SABTU (26/5) ini merupakan hari terakhir koran The Independent hadir dalam format cetak ke hadapan pembaca dan pelanggannya setelah secara resmi diumumkan sebulan lalu. Koran populer yang telah eksis selama 30 tahun di Inggris itu akan beralih sepenuhnya ke penerbitan digital.

Dalam kolom editorialnya yang terakhir hadir dengan versi cetak, The Independent mengatakan sejarah akan menjadi hakim atas 'transisi yang berani' ke media online (daring) ini sekaligus sebagai contoh untuk koran-koran lain di seluruh dunia untuk mengikuti langkah yang sama.

"Hari ini kami telah berhenti, tinta-tinta sudah kering dan kertas sudah lenyap. Tetapi, setelah satu bab ini kami tutup, yang lainnya sedang terbuka dan yang penting ialah semangat The Independent akan tetap berkembang,” tulis editorial tersebut.

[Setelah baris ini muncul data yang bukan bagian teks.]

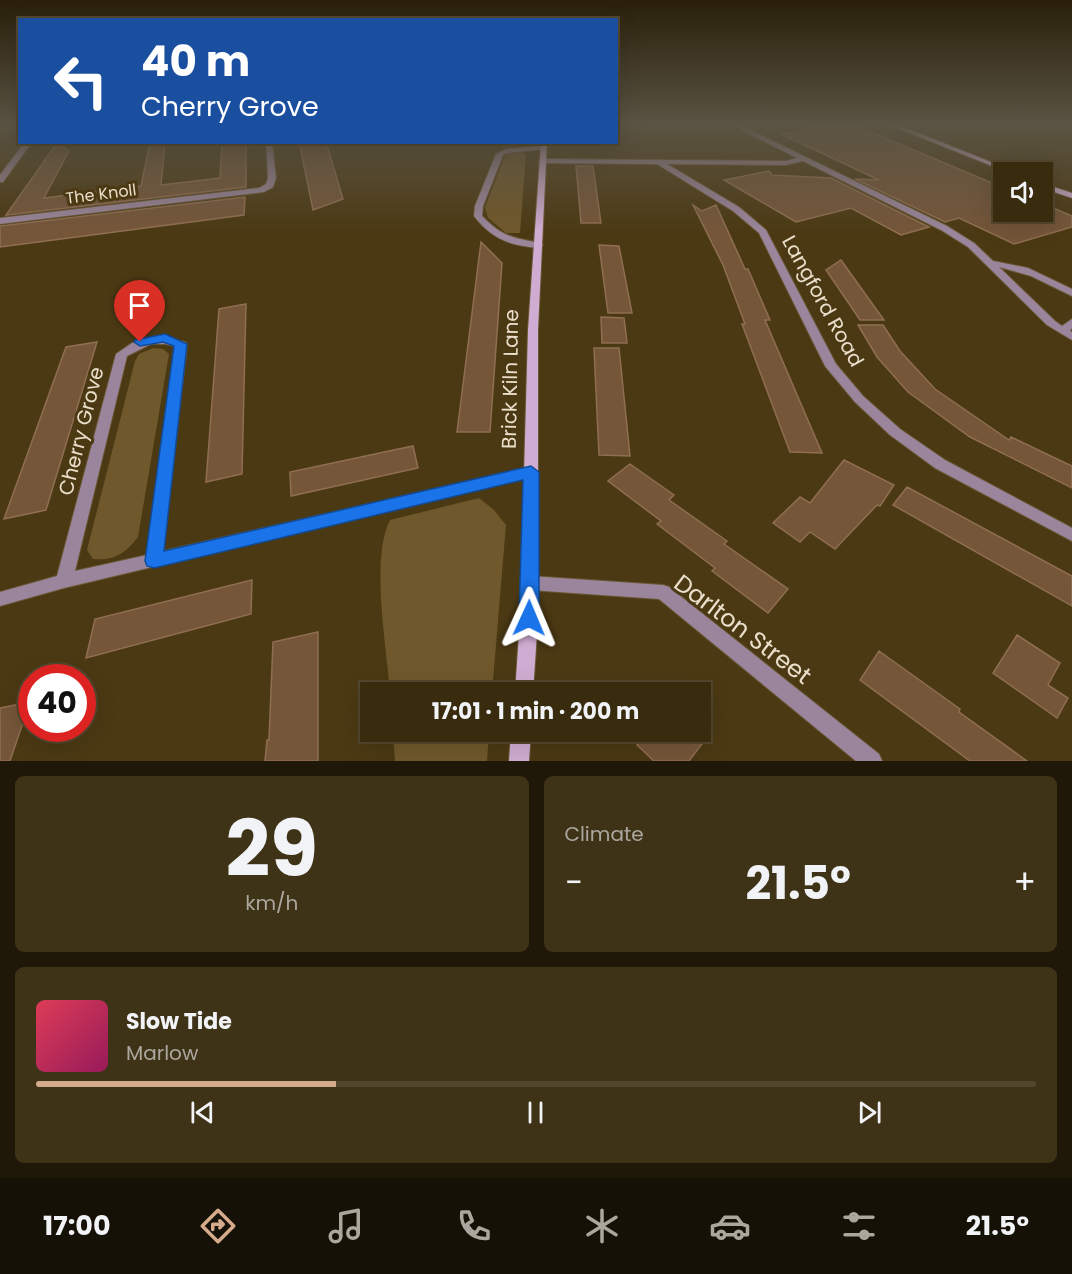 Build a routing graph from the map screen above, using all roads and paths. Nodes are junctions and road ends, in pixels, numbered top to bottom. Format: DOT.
graph roads {
  1 [pos="16,160"];
  2 [pos="270,160"];
  3 [pos="498,160"];
  4 [pos="802,160"];
  5 [pos="805,160"];
  6 [pos="543,161"];
  7 [pos="660,164"];
  8 [pos="0,180"];
  9 [pos="1053,188"];
  10 [pos="1072,196"];
  11 [pos="0,221"];
  12 [pos="537,245"];
  13 [pos="994,264"];
  14 [pos="1072,293"];
  15 [pos="1072,322"];
  16 [pos="1067,334"];
  17 [pos="531,472"];
  18 [pos="1072,535"];
  19 [pos="154,561"];
  20 [pos="64,581"];
  21 [pos="530,583"];
  22 [pos="0,599"];
  23 [pos="525,682"];
  24 [pos="520,742"];
  25 [pos="519,761"];
  26 [pos="872,761"];
  1 -- 8 [label="street"];
  2 -- 11 [label="street, The Knoll"];
  3 -- 12 [label="street, Brick Kiln Lane"];
  4 -- 7 [label="street"];
  5 -- 13 [label="street"];
  6 -- 7 [label="street"];
  6 -- 12 [label="street, Brick Kiln Lane"];
  7 -- 18 [label="street, Langford Road"];
  9 -- 10 [label="street"];
  12 -- 17 [label="street, Brick Kiln Lane"];
  13 -- 14 [label="street"];
  13 -- 16 [label="street"];
  15 -- 16 [label="street"];
  17 -- 19 [label="street"];
  17 -- 21 [label="street, Brick Kiln Lane"];
  19 -- 20 [label="street"];
  19 -- 20 [label="street, Cherry Grove"];
  20 -- 22 [label="street"];
  21 -- 23 [label="street, Brick Kiln Lane"];
  21 -- 26 [label="street, Darlton Street"];
  24 -- 25 [label="street"];
}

Sang pemilik surat kabar, Evgeny Lebedev, yang kelahiran Rusia, mengumumkan penutupan edisi cetak pada bulan lalu. Ia menulis bahwa jurnalisme telah 'berubah' dan koran 'harus juga berubah'.

The Independent awalnya didirikan oleh tiga bekas wartawan pada 1986. Ia menjadi terkenal karena tampilan depannya yang menarik perhatian dengan titik berat pada penempatan foto-foto. Pada puncak popularitasnya, koran itu memiliki oplah lebih dari 420.000 sampai pada kondisi terakhir hanya tersisa 40.000 eksemplar.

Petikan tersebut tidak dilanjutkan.